Records from a collection:
• • • • • • •

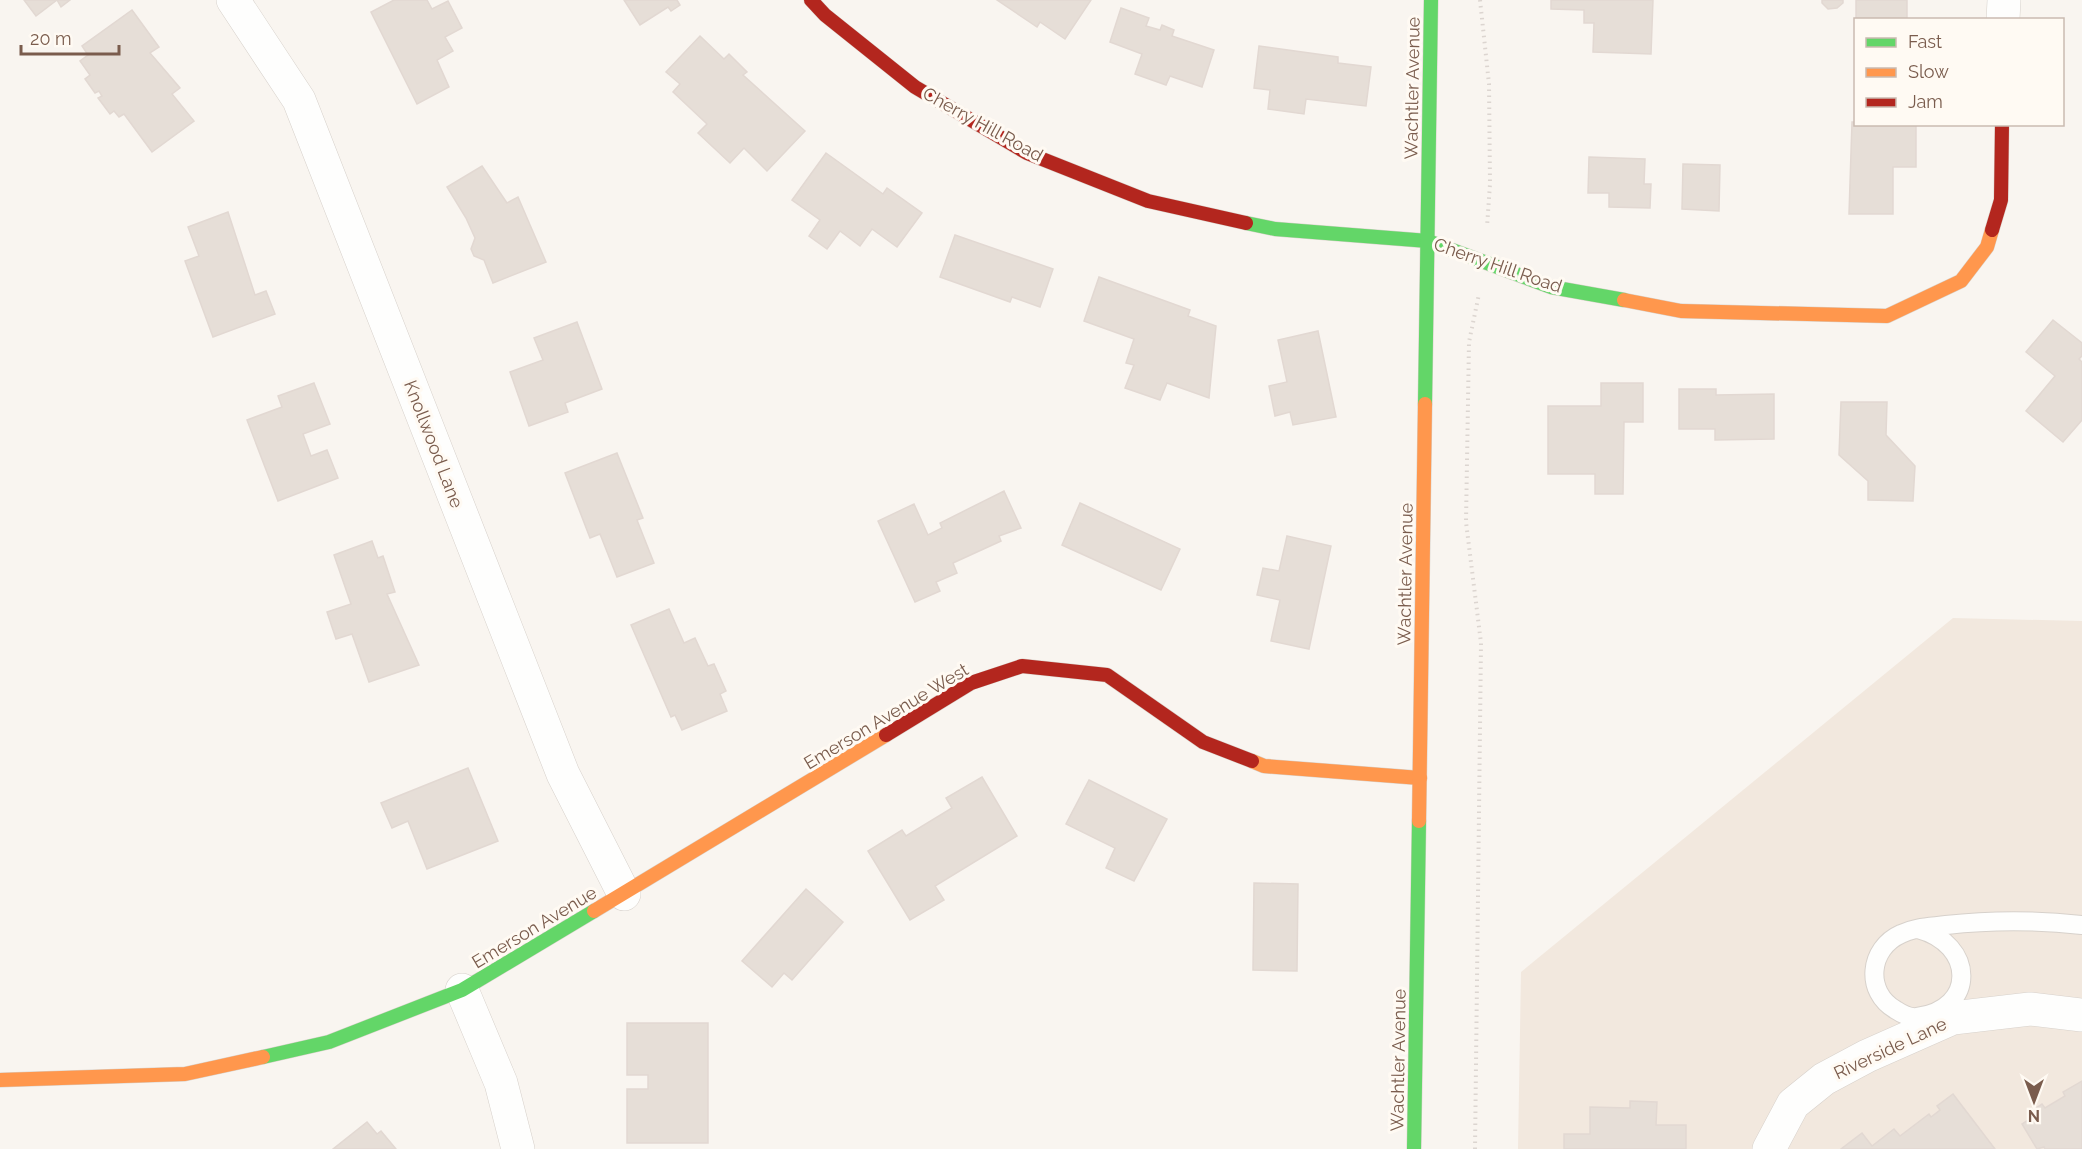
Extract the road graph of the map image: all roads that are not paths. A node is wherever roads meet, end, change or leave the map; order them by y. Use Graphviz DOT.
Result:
graph roads {
  1 [pos="233,0"];
  2 [pos="811,0"];
  3 [pos="1431,0"];
  4 [pos="2004,0"];
  5 [pos="2003,18"];
  6 [pos="2002,126"];
  7 [pos="1428,241"];
  8 [pos="1420,778"];
  9 [pos="624,894"];
  10 [pos="2082,925"];
  11 [pos="1918,929"];
  12 [pos="462,990"];
  13 [pos="2082,1015"];
  14 [pos="1934,1020"];
  15 [pos="0,1080"];
  16 [pos="518,1149"];
  17 [pos="1414,1149"];
  18 [pos="1769,1149"];
  1 -- 9 [label="street, Knollwood Lane"];
  2 -- 7 [label="street, Cherry Hill Road"];
  3 -- 7 [label="street, Wachtler Avenue"];
  4 -- 5 [label="street"];
  6 -- 7 [label="street, Cherry Hill Road"];
  7 -- 8 [label="street, Wachtler Avenue"];
  8 -- 9 [label="street, Emerson Avenue West"];
  8 -- 17 [label="street, Wachtler Avenue"];
  9 -- 12 [label="street, Emerson Avenue"];
  10 -- 11 [label="lane"];
  11 -- 14 [label="lane"];
  11 -- 14 [label="lane"];
  12 -- 15 [label="street"];
  12 -- 16 [label="street"];
  13 -- 14 [label="street, Riverside Lane"];
  14 -- 18 [label="street, Riverside Lane"];
}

• • • • • • •

◆ Instructions for the task ◆
When you copy the entries above, reproduce each line exactly and leave out any pictures.

◆ Output of the exercise ◆
Extract the road graph of the map image: all roads that are not paths. A node is wherever roads meet, end, change or leave the map; order them by y. Use Graphviz DOT.
Result:
graph roads {
  1 [pos="233,0"];
  2 [pos="811,0"];
  3 [pos="1431,0"];
  4 [pos="2004,0"];
  5 [pos="2003,18"];
  6 [pos="2002,126"];
  7 [pos="1428,241"];
  8 [pos="1420,778"];
  9 [pos="624,894"];
  10 [pos="2082,925"];
  11 [pos="1918,929"];
  12 [pos="462,990"];
  13 [pos="2082,1015"];
  14 [pos="1934,1020"];
  15 [pos="0,1080"];
  16 [pos="518,1149"];
  17 [pos="1414,1149"];
  18 [pos="1769,1149"];
  1 -- 9 [label="street, Knollwood Lane"];
  2 -- 7 [label="street, Cherry Hill Road"];
  3 -- 7 [label="street, Wachtler Avenue"];
  4 -- 5 [label="street"];
  6 -- 7 [label="street, Cherry Hill Road"];
  7 -- 8 [label="street, Wachtler Avenue"];
  8 -- 9 [label="street, Emerson Avenue West"];
  8 -- 17 [label="street, Wachtler Avenue"];
  9 -- 12 [label="street, Emerson Avenue"];
  10 -- 11 [label="lane"];
  11 -- 14 [label="lane"];
  11 -- 14 [label="lane"];
  12 -- 15 [label="street"];
  12 -- 16 [label="street"];
  13 -- 14 [label="street, Riverside Lane"];
  14 -- 18 [label="street, Riverside Lane"];
}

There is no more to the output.